Celebrar la letra escrita y la metafísica del amor

El Universal, La Guía del Ocio, viernes 27 de noviembre, 2009.

(El inglés Ken Follet presentando su libro Un mundo sin fin en la FIL, 2008. Con bombo y platillo mañana sábado 28 se inaugura la gran fiesta del libro en México: la Feria Internacional del Libro (FIL) en Guadalajara que se ha podido mantener contra los vientos y las mareas de las varias crisis desde 1987. Como contraste, esta misma semana, Juan Luis Bonilla inaugura una modesta pero bella librería en Coyoacán en donde rescata los principios básicos de esas librerías que se respetan: la escala humana, buena luz, silencio y los libros bien colocados y seleccionados.

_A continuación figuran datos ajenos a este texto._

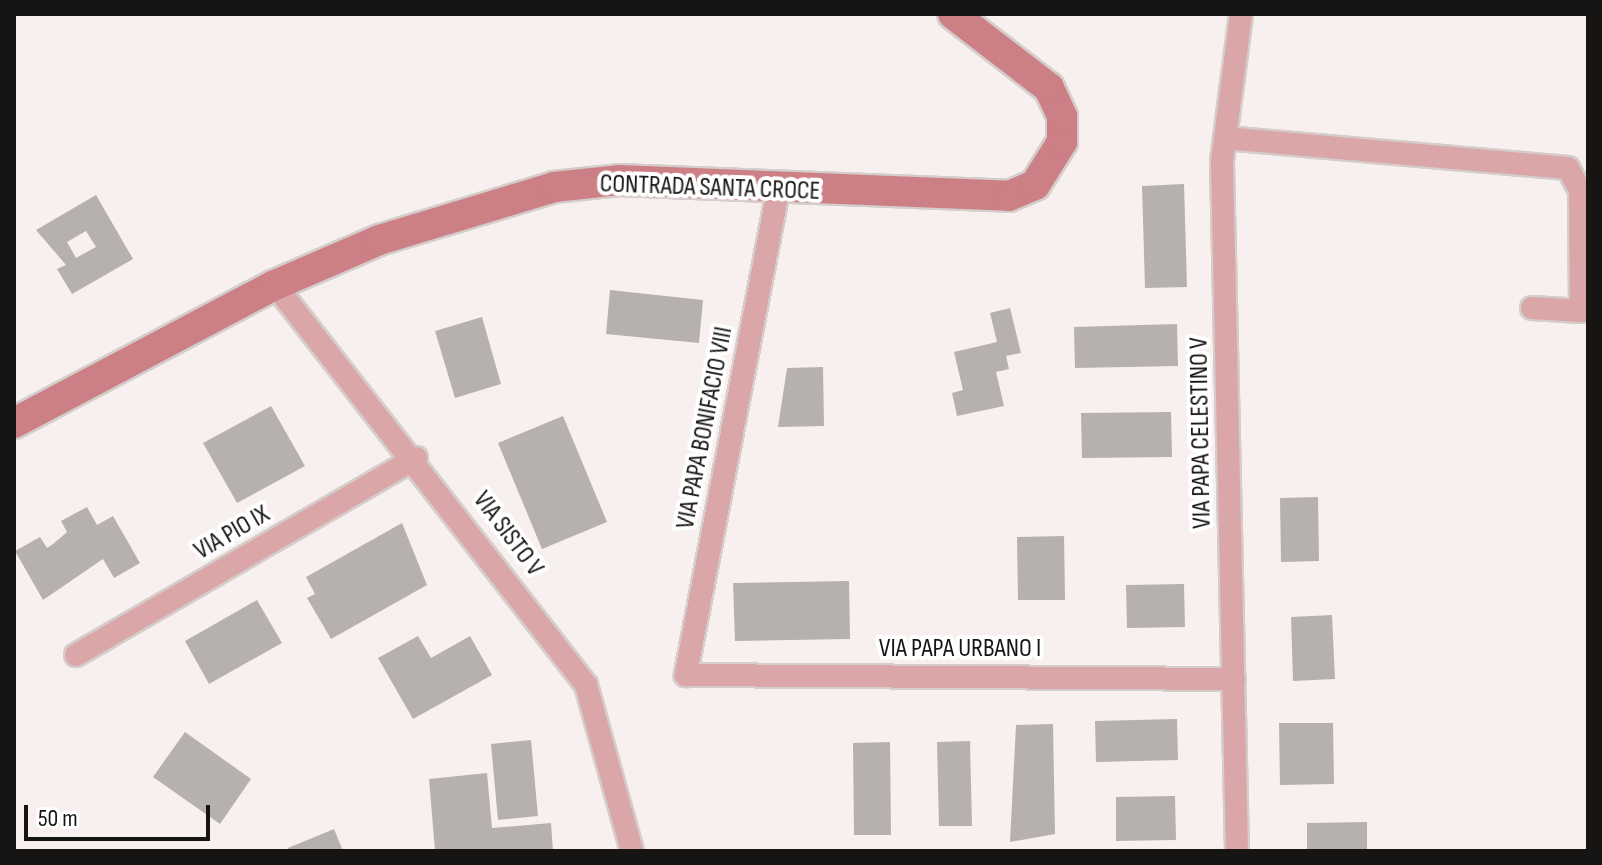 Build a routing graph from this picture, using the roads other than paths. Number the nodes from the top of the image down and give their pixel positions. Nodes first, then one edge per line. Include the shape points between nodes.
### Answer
1 (953, 14) edge
2 (1241, 14) edge
3 (1225, 138) junction
4 (778, 191) junction
5 (275, 285) junction
6 (1532, 308) dead end
7 (14, 423) edge
8 (416, 458) junction
9 (76, 655) dead end
10 (686, 675) joint
11 (1234, 679) junction
12 (632, 851) edge
13 (1237, 851) edge

1 - 4 street, CONTRADA SANTA CROCE via 1049,88 1062,116 1062,142 1035,185 1009,196
2 - 3 street, VIA PAPA CELESTINO V
3 - 6 street via 1568,168 1580,191 1581,311
3 - 11 street, VIA PAPA CELESTINO V
4 - 5 street, CONTRADA SANTA CROCE via 619,180 554,187 441,217
4 - 10 street, VIA PAPA BONIFACIO VIII
5 - 7 street, CONTRADA SANTA CROCE
5 - 8 street, VIA SISTO V
8 - 9 street, VIA PIO IX
8 - 12 street, VIA SISTO V via 586,685
10 - 11 street, VIA PAPA URBANO I
11 - 13 street, VIA PAPA CELESTINO V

Hoy en día la FIL ha logrado ser la feria más importante en Latinoamérica. Los mil seiscientos editores que asisten representando cuarenta países, así como los quince mil agentes literarios, libreros, bibliotecarios, distribuidores, autores y promotores de la lectura que participan y los quinientos autores que, a partir de mañana, nos pavoneamos y gesticulamos por los cuatro puntos cardinales del World Trade Center de Guadalajara, hacen que sea visitada por más de medio millón de personas, no necesariamente compradores de libros, pero que sí se enteran de la existencia de los libros, de las casas editoriales y de los autores.

Cada feria tiene a un invitado especial y este año le tocó a la ciudad de Los Ángeles, California —casi hermana de Guadalajara. Gracias a esta invitación, habrá toda clase de eventos relacionados con la vida intelectual de esa ciudad de los chicanos, a mostrarnos sus ideas literarias y otras artes o facetas, incluyendo las artes plásticas y lo mejor del jazz.

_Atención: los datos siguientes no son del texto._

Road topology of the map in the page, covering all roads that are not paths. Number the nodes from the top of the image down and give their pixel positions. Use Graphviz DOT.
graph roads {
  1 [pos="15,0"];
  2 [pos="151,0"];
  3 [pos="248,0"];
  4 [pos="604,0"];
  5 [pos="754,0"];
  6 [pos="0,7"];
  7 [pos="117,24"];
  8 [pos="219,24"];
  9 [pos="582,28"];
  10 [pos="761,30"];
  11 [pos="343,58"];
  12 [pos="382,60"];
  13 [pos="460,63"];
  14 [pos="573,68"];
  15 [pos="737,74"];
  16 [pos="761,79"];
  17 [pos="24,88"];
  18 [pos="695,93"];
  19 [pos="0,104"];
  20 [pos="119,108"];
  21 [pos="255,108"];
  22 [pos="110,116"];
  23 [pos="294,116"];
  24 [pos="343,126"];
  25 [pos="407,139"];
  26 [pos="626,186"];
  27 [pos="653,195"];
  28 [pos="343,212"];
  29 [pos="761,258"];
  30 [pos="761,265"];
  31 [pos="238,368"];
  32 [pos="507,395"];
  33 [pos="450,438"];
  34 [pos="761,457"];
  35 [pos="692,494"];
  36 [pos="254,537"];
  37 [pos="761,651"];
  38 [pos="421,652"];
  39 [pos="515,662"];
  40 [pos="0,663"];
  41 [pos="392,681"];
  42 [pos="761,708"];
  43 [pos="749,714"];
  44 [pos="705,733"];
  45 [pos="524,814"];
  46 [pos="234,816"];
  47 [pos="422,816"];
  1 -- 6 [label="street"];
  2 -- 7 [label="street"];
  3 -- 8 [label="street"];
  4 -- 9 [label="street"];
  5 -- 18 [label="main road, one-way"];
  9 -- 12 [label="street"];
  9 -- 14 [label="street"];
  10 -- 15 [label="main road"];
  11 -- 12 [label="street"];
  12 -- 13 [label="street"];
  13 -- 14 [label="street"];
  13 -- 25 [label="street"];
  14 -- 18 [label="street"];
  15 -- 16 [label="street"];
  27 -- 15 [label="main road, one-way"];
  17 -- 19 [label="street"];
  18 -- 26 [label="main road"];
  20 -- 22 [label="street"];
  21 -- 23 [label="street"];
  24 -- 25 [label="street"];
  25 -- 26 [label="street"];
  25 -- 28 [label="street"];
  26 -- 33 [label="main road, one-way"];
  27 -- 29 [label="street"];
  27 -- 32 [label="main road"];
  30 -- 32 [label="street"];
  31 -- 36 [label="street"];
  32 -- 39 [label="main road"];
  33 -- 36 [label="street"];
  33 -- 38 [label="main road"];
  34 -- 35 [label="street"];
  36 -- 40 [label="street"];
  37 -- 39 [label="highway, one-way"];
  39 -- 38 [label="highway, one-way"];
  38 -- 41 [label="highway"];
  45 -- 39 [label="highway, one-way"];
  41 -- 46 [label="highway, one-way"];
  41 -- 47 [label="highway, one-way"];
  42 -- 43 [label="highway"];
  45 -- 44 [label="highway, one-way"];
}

Año con año —dice Raúl Padilla, director de la FIL— nos convencemos de que este intercambio es indispensable para lograr un mejor entendimiento en este complejo mundo que ahora compartimos y, sobre todo, por ser un espacio que han elegido los autores y sus lectores.

Y año con año vamos a la feria, unas veces como autores —como lo fuimos en 1994 y en el 2002 o como ahora, que una vez más vamos a presentar seis títulos de Las Historias de Shakespeare en nueva versión novelada y en el español que usamos en México, publicados por Santillana para la red de preparatorias. Como en otras ocasiones, también vamos a participar en los Ecos de la FIL, visitando varias preparatorias en el Estado para hablar con los jóvenes sobre las obras de Shakespeare.

El placer de la lectura, es otro de los programas de la FIL en donde los que participen narran sus experiencias, como esos clubes de lectura que tanto enriquecen lo leído, como lo hicimos con las obras completas de Shakespeare durante dos años seguidos en ese especie de club con Rodrigo Johnson, Antonio Castro, Mónica Raya y Armando Hatzacorsian, donde descubrimos varias facetas de los personajes y sus tramas de una manera insospechada.

En México, Juan Luis Bonilla inaugura su nueva y encantadora librería en Miguel Ángel de Quevedo 477 en medio del corredor de librerías como las hay en Coyoacán, donde este joven de oficio librero ha estado al pie del cañón desde hace años en contacto con los estudiantes de las universidades y ahora, ha instalado una más de sus librerías, en verdad, una de las más bonitas de la ciudad de México: pequeña, bien iluminada, amable, calientita y silenciosa, donde encontramos un acervo bien seleccionado y sentimos hay ese respeto por los libros manejada por gente que sabe de su oficio.

Por eso, entre la FIL y esta modesta, pero elegante librería, celebramos el triunfo de la letra escrita como la que habita en el ámbito de la metafísica del amor, del amor de los poetas y de los placeres que nos ofrecen cuando releemos lo que escriben, por ejemplo, lo que dice Enobarbo sobre Cleopatra: así como hay mujeres que sacian los apetitos que despiertan, ella da más hambre cuando más satisface, tal como nos sucede con los libros que, entre más nos satisfacen, más abren el apetito.